[Start of section]

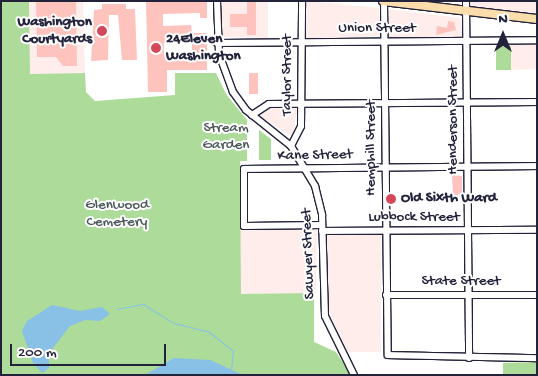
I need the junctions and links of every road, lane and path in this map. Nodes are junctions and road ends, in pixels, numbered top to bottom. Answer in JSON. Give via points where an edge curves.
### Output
{"nodes":[{"id":1,"x":217,"y":1,"type":"edge"},
{"id":2,"x":302,"y":1,"type":"edge"},
{"id":3,"x":384,"y":1,"type":"edge"},
{"id":4,"x":466,"y":6,"type":"edge"},
{"id":5,"x":537,"y":19,"type":"edge"},
{"id":6,"x":537,"y":40,"type":"edge"},
{"id":7,"x":466,"y":41,"type":"junction"},
{"id":8,"x":299,"y":42,"type":"junction"},
{"id":9,"x":384,"y":42,"type":"junction"},
{"id":10,"x":217,"y":43,"type":"junction"},
{"id":11,"x":537,"y":102,"type":"edge"},
{"id":12,"x":467,"y":103,"type":"junction"},
{"id":13,"x":301,"y":104,"type":"junction"},
{"id":14,"x":385,"y":104,"type":"junction"},
{"id":15,"x":252,"y":115,"type":"junction"},
{"id":16,"x":291,"y":146,"type":"junction"},
{"id":17,"x":467,"y":166,"type":"junction"},
{"id":18,"x":537,"y":166,"type":"edge"},
{"id":19,"x":308,"y":168,"type":"junction"},
{"id":20,"x":385,"y":168,"type":"junction"},
{"id":21,"x":244,"y":226,"type":"joint"},
{"id":22,"x":322,"y":228,"type":"junction"},
{"id":23,"x":468,"y":230,"type":"junction"},
{"id":24,"x":537,"y":230,"type":"edge"},
{"id":25,"x":385,"y":231,"type":"junction"},
{"id":26,"x":537,"y":294,"type":"edge"},
{"id":27,"x":468,"y":295,"type":"junction"},
{"id":28,"x":386,"y":296,"type":"junction"},
{"id":29,"x":345,"y":356,"type":"junction"},
{"id":30,"x":469,"y":358,"type":"junction"},
{"id":31,"x":537,"y":358,"type":"edge"},
{"id":32,"x":354,"y":375,"type":"edge"},
{"id":33,"x":358,"y":375,"type":"edge"}],
"edges":[{"from":1,"to":10,"type":"street","name":"Sawyer Street"},
{"from":2,"to":8,"type":"street","name":"Taylor Street"},
{"from":3,"to":4,"type":"main road"},
{"from":3,"to":9,"type":"street","name":"Hemphill Street"},
{"from":4,"to":5,"type":"main road"},
{"from":4,"to":7,"type":"street","name":"Henderson Street"},
{"from":6,"to":7,"type":"street","name":"Union Street"},
{"from":7,"to":9,"type":"street","name":"Union Street"},
{"from":7,"to":12,"type":"street","name":"Henderson Street"},
{"from":8,"to":9,"type":"street","name":"Union Street"},
{"from":8,"to":10,"type":"street","name":"Union Street"},
{"from":8,"to":13,"type":"street","name":"Taylor Street"},
{"from":9,"to":14,"type":"street","name":"Hemphill Street"},
{"from":10,"to":15,"type":"street","name":"Sawyer Street","via":[[228,83]]},
{"from":11,"to":12,"type":"street"},
{"from":12,"to":14,"type":"street"},
{"from":12,"to":17,"type":"street","name":"Henderson Street"},
{"from":13,"to":14,"type":"street"},
{"from":13,"to":15,"type":"street","via":[[264,104]]},
{"from":13,"to":16,"type":"street","name":"Taylor Street","via":[[300,132]]},
{"from":14,"to":20,"type":"street","name":"Hemphill Street"},
{"from":15,"to":16,"type":"street","name":"Sawyer Street"},
{"from":16,"to":19,"type":"street","name":"Sawyer Street"},
{"from":17,"to":18,"type":"street","name":"Kane Street"},
{"from":17,"to":20,"type":"street","name":"Kane Street"},
{"from":17,"to":23,"type":"street","name":"Henderson Street"},
{"from":19,"to":20,"type":"street","name":"Kane Street"},
{"from":19,"to":21,"type":"street","name":"Kane Street","via":[[244,169]]},
{"from":19,"to":22,"type":"street","name":"Sawyer Street","via":[[320,201]]},
{"from":20,"to":25,"type":"street","name":"Hemphill Street"},
{"from":21,"to":22,"type":"street","name":"Lubbock Street"},
{"from":22,"to":25,"type":"street","name":"Lubbock Street"},
{"from":22,"to":29,"type":"street","name":"Sawyer Street","via":[[325,316]]},
{"from":23,"to":24,"type":"street","name":"Lubbock Street"},
{"from":23,"to":25,"type":"street","name":"Lubbock Street"},
{"from":23,"to":27,"type":"street","name":"Henderson Street"},
{"from":25,"to":28,"type":"street","name":"Hemphill Street"},
{"from":26,"to":27,"type":"street","name":"State Street"},
{"from":27,"to":28,"type":"street","name":"State Street"},
{"from":27,"to":30,"type":"street","name":"Henderson Street"},
{"from":28,"to":30,"type":"street","name":"Hemphill Street","via":[[388,355]]},
{"from":29,"to":32,"type":"street","name":"Sawyer Street"},
{"from":29,"to":33,"type":"street","name":"Sawyer Street"},
{"from":30,"to":31,"type":"street"}]}
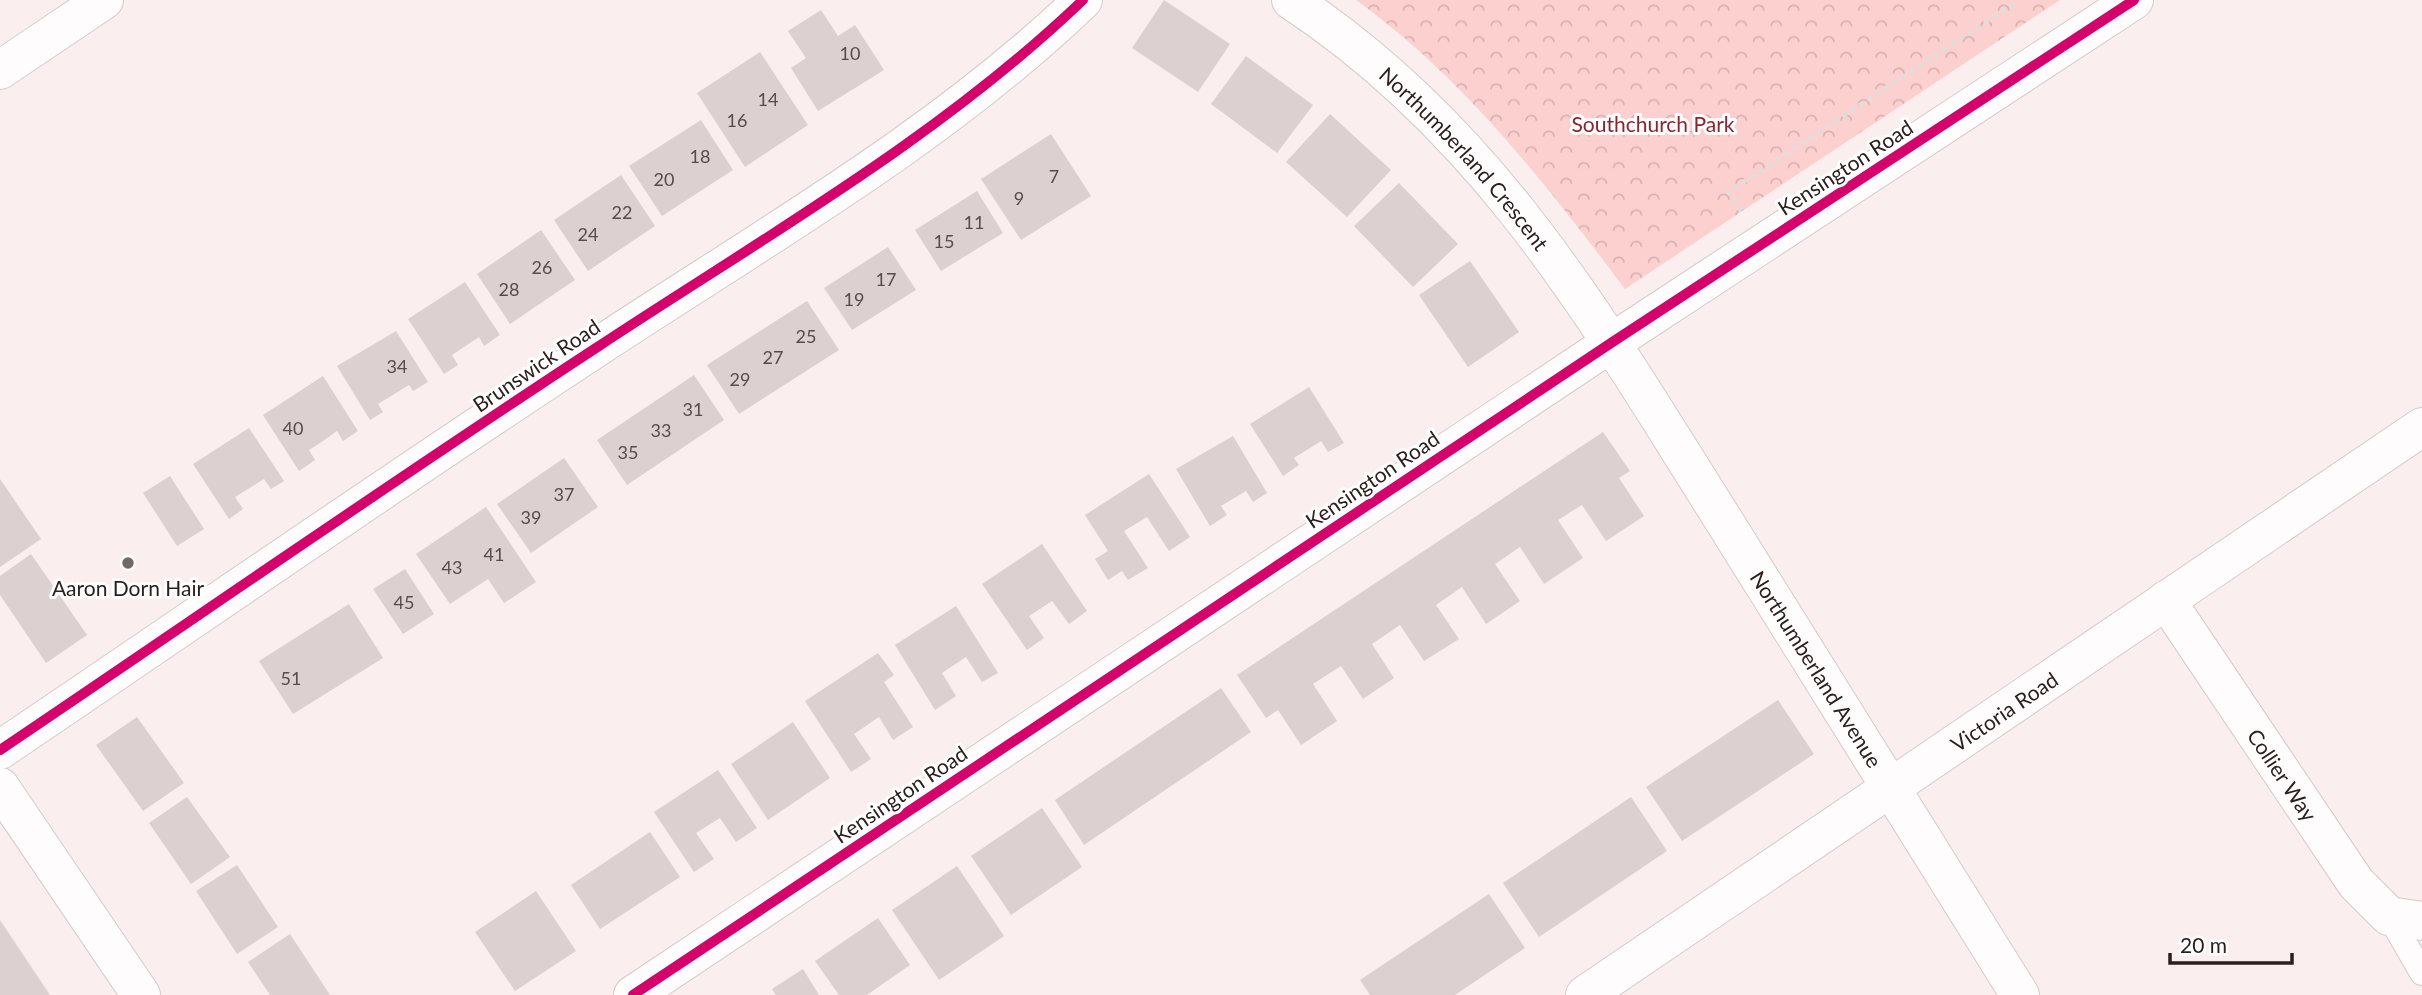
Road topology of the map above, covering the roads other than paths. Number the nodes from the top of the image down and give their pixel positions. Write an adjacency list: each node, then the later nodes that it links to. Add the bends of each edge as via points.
1 (104, 0): 5 (street)
2 (1083, 0): 9 (street, Brunswick Road, via 911,144 586,354)
3 (1292, 0): 6 (street, Northumberland Crescent, via 1386,73 1466,147 1553,254)
4 (2134, 0): 6 (street, Kensington Road)
5 (0, 70)
6 (1611, 343): 10 (street, Northumberland Avenue); 15 (street, Kensington Road)
7 (2422, 427): 8 (street, Victoria Road)
8 (2166, 600): 10 (street, Victoria Road); 12 (street, Collier Way, via 2356,883)
9 (0, 750)
10 (1892, 786): 16 (street, Victoria Road); 17 (street, Northumberland Avenue)
11 (0, 787): 14 (street)
12 (2406, 918): 13 (lane)
13 (2422, 973)
14 (141, 995)
15 (633, 995)
16 (1585, 995)
17 (2020, 995)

[End of section]

▸ ASSIGNMENT
Figure out how many lines of the material include the string "lane", and reply with only that figure.

▸ SOLUTION TO THIS TASK
2